11mm and 12mm rotary encoders?

It appears that their width is 11.7mm and 12.4mm, respecively. That would be my guess how they got their name.

I noticed that too. Kind of superficial difference. "Hey, we have two types of rotary encoders, they kind of differ only by 10 percent in a minor dimension". Should be other reason?!

For potentiometers the normal dimension to use is the shaft diameter. Knowing what sized hole to drill in the front panel
is also useful.

Borh series have 6mm diameter shafts.

Riva:
Maybe it does not refer to a measurement dimension but to case style. EN11 is cast metal body & shaft, EN12 is pressed metal body & plastic shaft.

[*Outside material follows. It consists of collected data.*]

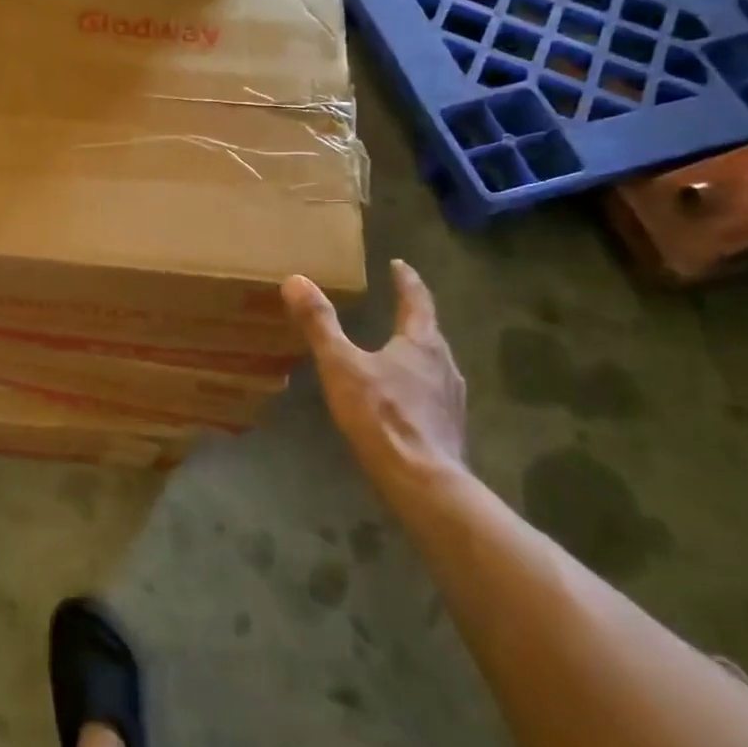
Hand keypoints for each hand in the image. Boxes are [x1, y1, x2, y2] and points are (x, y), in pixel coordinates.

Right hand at [283, 261, 467, 498]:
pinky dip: (417, 385)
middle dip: (412, 317)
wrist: (423, 482)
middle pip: (429, 332)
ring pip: (433, 364)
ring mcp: (451, 398)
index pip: (417, 300)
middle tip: (395, 306)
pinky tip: (402, 399)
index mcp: (422, 343)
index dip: (406, 281)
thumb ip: (319, 324)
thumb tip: (296, 280)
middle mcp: (445, 364)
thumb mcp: (341, 365)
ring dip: (416, 352)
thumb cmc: (381, 416)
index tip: (399, 265)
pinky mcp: (450, 427)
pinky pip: (433, 394)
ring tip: (396, 352)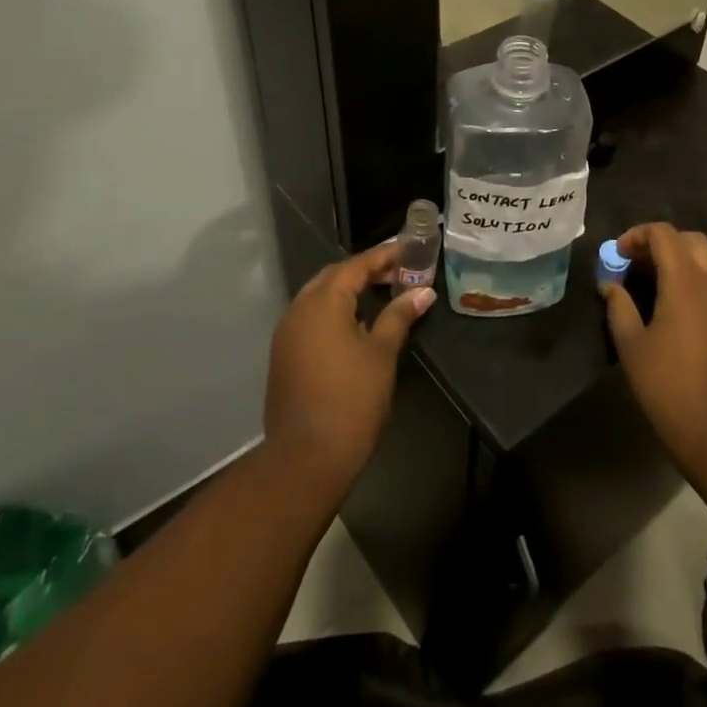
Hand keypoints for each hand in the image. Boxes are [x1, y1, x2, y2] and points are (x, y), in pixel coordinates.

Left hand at [265, 243, 433, 488]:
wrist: (307, 456)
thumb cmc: (352, 398)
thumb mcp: (382, 353)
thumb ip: (399, 316)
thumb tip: (422, 292)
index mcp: (323, 302)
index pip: (356, 265)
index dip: (384, 256)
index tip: (409, 250)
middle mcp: (299, 309)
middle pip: (334, 277)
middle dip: (365, 270)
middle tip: (398, 271)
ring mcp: (287, 334)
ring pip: (319, 297)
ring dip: (348, 290)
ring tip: (382, 293)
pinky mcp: (284, 355)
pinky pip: (311, 318)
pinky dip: (334, 311)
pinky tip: (357, 323)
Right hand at [603, 223, 706, 469]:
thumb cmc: (668, 385)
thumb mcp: (631, 346)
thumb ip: (619, 307)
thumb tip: (611, 285)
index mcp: (685, 280)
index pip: (664, 234)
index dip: (638, 236)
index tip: (619, 255)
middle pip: (692, 240)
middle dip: (663, 244)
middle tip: (640, 265)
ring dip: (688, 261)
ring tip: (665, 284)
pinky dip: (704, 282)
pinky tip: (688, 310)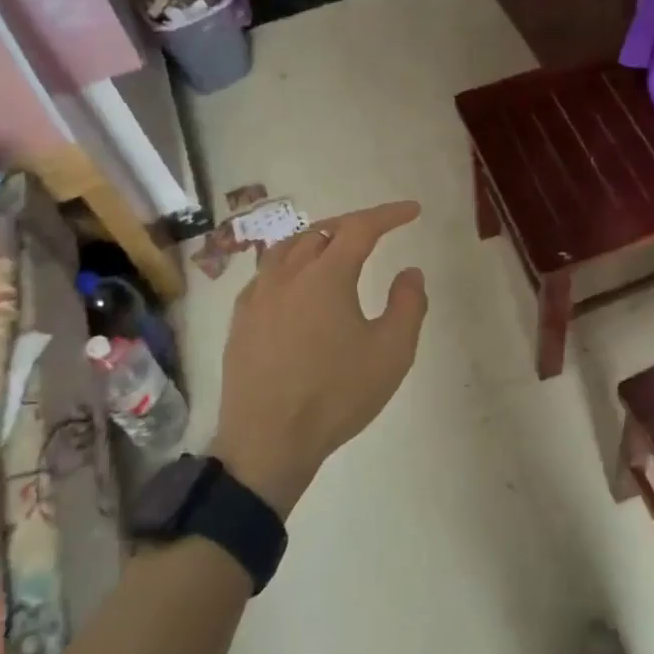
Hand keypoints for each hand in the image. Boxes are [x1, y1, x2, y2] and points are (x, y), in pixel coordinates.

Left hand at [211, 202, 427, 514]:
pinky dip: (290, 263)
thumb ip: (409, 304)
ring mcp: (258, 295)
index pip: (361, 227)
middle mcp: (288, 274)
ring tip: (336, 247)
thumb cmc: (336, 395)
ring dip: (318, 239)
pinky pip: (267, 273)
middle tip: (379, 230)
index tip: (412, 211)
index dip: (389, 214)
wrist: (268, 442)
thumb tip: (410, 271)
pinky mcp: (241, 319)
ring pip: (288, 247)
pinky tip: (296, 283)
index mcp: (326, 275)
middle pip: (322, 230)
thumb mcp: (392, 352)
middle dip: (354, 224)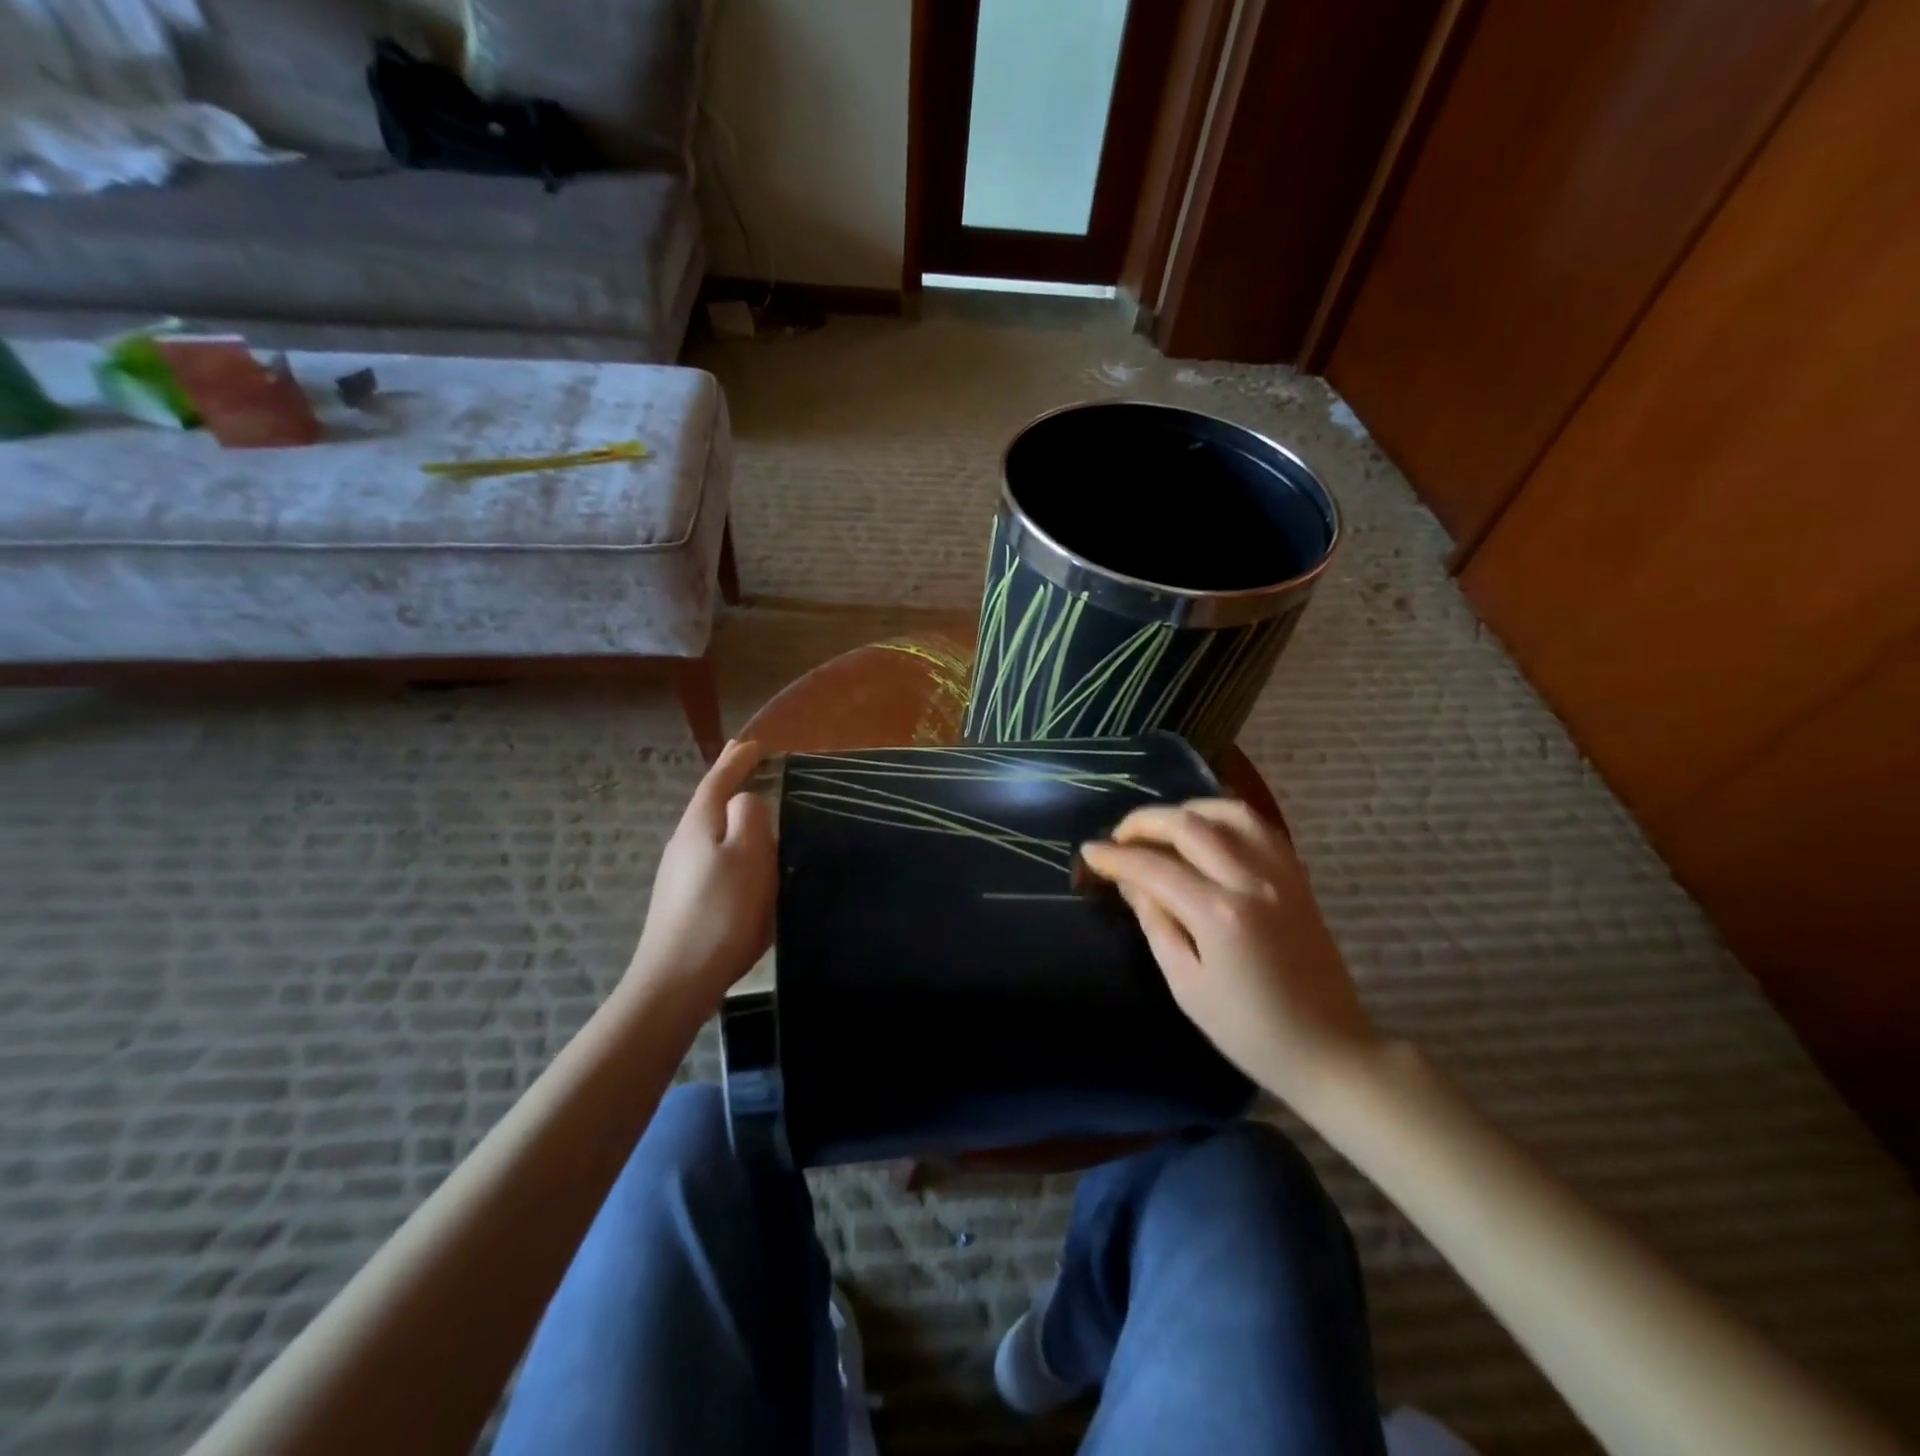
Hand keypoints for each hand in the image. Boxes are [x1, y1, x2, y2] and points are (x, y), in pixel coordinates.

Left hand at [627, 739, 776, 1012]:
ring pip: (710, 831)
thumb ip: (750, 817)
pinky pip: (712, 857)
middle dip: (729, 781)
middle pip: (709, 803)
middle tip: (747, 762)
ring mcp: (679, 874)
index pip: (718, 781)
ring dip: (731, 814)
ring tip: (753, 810)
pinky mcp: (684, 900)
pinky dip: (730, 845)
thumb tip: (746, 800)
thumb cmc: (720, 912)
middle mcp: (684, 843)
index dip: (736, 760)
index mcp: (700, 826)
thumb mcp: (748, 856)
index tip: (754, 744)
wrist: (677, 980)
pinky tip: (743, 862)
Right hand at [1079, 799, 1379, 1109]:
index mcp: (1219, 914)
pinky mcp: (1298, 878)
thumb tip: (1131, 883)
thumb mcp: (1186, 985)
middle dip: (1144, 822)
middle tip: (1119, 836)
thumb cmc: (1248, 1029)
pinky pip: (1259, 827)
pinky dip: (1226, 818)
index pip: (1153, 868)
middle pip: (1189, 825)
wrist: (1328, 1048)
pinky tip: (1207, 831)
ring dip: (1187, 810)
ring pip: (1229, 812)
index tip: (1090, 852)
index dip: (1115, 857)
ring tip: (1163, 827)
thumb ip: (1157, 924)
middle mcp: (1251, 880)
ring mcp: (1281, 874)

Thanks Riva. I start to grow a feeling that there is no huge difference between 11mm and 12mm encoders.

Other than one has parts that are a bit more durable, and encoder is and encoder. They Give pulses as you rotate them. The various sizes have more to do with mounting than with function.

kf2qd:
Other than one has parts that are a bit more durable, and encoder is and encoder. They Give pulses as you rotate them. The various sizes have more to do with mounting than with function.

Boy I disagree. The first encoders I bought were mechanical ones with detents. Then I bought several optical ones that give a whole lot more resolution and no freaking detents. I love these encoders, they are the nicest thing I have as far as user interface parts. They also breadboard really well.

http://www.ebay.com/itm/370592502534

It is so choice. If you have the means, I highly recommend picking one up.

That's the whole reason I was buying these encoders, for user interface. A rotary encoder is analog/digital in one. You can control speed with how fast you turn it, with a large range of speed. With buttons, you cannot press them too fast.

http://arduino.cc/forum/index.php/topic,130945

JoeN:

kf2qd:
Other than one has parts that are a bit more durable, and encoder is and encoder. They Give pulses as you rotate them. The various sizes have more to do with mounting than with function.

Boy I disagree. The first encoders I bought were mechanical ones with detents. Then I bought several optical ones that give a whole lot more resolution and no freaking detents. I love these encoders, they are the nicest thing I have as far as user interface parts. They also breadboard really well.

http://www.ebay.com/itm/370592502534

It is so choice. If you have the means, I highly recommend picking one up.

I can't agree more with that statement. My first playing with quad-encoders was with one of those cheap $5 mechanical ones. Between contact bounce and the mechanical de-tents not always matching up well with the contact transition positions, I was pretty frustrated with the whole concept of using on in any of my projects.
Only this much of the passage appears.